Увлекаясь своими словами, Гаттерас все больше воодушевлялся. Его возбужденное воображение рисовало волшебные картины страны, самое существование которой еще было под сомнением.
– Еще один день, еще один час! – умолял он.
Впечатлительный и склонный к приключениям, доктор невольно поддался волнению, он готов был уже уступить, но Джонсон, более сдержанный и рассудительный, напомнил ему о благоразумии и долге.
– Идем, Бэлл, к саням, – сказал он.
– Идем! – ответил тот.
И оба направились к выходу.
– Как, Джонсон! Вы? Вы? – вскричал Гаттерас. – Ну что ж, отправляйтесь! А я остаюсь! Остаюсь!
– Капитан! – вырвалось у Джонсона, и он остановился.
– Я остаюсь, говорю вам! Отправляйтесь! Что ж, бросьте меня одного, как бросили остальные! Поди сюда, Дэк! Мы останемся с тобой здесь!
Верная собака подошла к своему хозяину и залаяла. Джонсон в нерешительности смотрел на доктора, который сам не знал, что делать. Прежде всего необходимо было успокоить Гаттераса и пожертвовать одним днем ему в угоду. Доктор уже собирался уступить, как вдруг кто-то коснулся его руки.

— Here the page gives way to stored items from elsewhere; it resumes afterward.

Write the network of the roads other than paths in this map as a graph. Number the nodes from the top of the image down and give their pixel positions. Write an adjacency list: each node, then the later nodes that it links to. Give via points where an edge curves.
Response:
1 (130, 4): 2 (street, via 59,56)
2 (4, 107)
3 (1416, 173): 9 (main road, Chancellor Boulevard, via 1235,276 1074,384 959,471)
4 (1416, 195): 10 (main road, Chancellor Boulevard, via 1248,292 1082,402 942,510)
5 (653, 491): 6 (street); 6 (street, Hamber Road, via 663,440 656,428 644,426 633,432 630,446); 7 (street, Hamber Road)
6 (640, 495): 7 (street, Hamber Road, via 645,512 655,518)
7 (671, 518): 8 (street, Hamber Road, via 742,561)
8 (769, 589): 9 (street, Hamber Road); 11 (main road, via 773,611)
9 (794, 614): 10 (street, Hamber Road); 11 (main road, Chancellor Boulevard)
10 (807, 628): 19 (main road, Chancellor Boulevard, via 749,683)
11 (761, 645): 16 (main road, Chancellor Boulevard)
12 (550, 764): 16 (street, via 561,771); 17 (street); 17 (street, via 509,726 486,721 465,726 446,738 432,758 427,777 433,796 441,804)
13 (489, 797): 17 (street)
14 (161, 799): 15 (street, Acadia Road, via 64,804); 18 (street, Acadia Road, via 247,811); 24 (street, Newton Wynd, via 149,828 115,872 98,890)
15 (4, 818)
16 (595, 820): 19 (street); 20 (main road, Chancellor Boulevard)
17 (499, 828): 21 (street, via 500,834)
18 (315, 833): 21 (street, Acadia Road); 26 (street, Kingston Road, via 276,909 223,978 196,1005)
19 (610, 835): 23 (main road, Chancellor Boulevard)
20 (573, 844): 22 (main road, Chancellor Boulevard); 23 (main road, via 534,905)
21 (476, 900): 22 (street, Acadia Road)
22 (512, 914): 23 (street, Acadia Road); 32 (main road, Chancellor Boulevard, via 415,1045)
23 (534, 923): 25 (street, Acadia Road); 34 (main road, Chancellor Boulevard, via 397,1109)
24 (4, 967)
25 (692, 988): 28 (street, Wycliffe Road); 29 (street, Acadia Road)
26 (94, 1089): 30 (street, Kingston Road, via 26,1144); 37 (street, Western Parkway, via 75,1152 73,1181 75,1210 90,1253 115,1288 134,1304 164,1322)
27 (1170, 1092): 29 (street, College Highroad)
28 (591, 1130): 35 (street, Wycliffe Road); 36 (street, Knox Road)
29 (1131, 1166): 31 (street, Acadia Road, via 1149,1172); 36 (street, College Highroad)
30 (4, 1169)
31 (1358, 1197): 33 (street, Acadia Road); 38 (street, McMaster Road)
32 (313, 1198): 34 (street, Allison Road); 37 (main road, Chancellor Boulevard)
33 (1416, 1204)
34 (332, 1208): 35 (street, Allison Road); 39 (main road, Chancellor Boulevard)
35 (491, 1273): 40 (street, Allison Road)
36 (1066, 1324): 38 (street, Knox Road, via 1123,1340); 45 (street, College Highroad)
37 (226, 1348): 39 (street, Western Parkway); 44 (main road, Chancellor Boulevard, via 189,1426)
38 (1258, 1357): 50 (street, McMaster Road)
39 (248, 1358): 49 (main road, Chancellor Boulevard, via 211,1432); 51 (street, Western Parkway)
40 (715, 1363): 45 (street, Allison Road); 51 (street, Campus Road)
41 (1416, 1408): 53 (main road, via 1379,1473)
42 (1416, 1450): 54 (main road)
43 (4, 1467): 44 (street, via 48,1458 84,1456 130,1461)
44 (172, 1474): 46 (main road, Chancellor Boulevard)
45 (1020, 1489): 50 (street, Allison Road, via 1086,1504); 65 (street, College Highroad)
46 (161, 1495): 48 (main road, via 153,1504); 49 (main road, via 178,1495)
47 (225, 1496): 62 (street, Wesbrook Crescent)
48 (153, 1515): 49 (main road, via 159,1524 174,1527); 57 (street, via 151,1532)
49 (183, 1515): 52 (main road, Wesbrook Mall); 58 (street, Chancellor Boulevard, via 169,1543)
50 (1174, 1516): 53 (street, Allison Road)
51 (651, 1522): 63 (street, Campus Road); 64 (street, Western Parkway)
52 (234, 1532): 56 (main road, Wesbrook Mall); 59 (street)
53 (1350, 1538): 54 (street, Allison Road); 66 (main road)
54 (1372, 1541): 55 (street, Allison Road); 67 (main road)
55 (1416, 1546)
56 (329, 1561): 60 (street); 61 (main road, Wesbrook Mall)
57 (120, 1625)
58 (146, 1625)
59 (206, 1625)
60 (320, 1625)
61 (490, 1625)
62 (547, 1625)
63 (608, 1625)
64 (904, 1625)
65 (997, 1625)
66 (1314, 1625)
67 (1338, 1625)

Он обернулся. Американец, поднявшись со своей постели, полз по земле, но вот он встал на колени, его покрытые язвами губы шевелились, он что-то бормотал.
В крайнем изумлении доктор молча смотрел на него. Гаттерас подошел ближе и уставился на больного, стараясь уловить смысл его невнятных слов. Минут через пять бедняге с трудом удалось выговорить:
– «Дельфин».
– «Дельфин»! – воскликнул капитан.
Американец утвердительно кивнул головой.
– В здешних морях? – спросил капитан с замиранием сердца.
Больной снова кивнул.
– На севере?
– Да! – произнес американец.
– Местонахождение его вам известно?
– Да!
– В точности?
– Да! – повторил Алтамонт.
Наступило молчание. Свидетелей этой неожиданной сцены прохватывала дрожь.
– Слушайте, – сказал наконец капитан, – нам необходимо знать местоположение вашего корабля. Я вслух буду считать градусы: когда надо будет, вы остановите меня жестом.
В знак согласия американец кивнул головой.
– Итак, речь идет о градусах долготы. Сто пять? Нет! Сто шесть? Сто семь? Сто восемь? Западной?
– Да, – отвечал американец.
– Дальше. Сто девять? Сто десять? Сто двенадцать? Сто четырнадцать? Сто шестнадцать? Сто восемнадцать? Сто девятнадцать? Сто двадцать?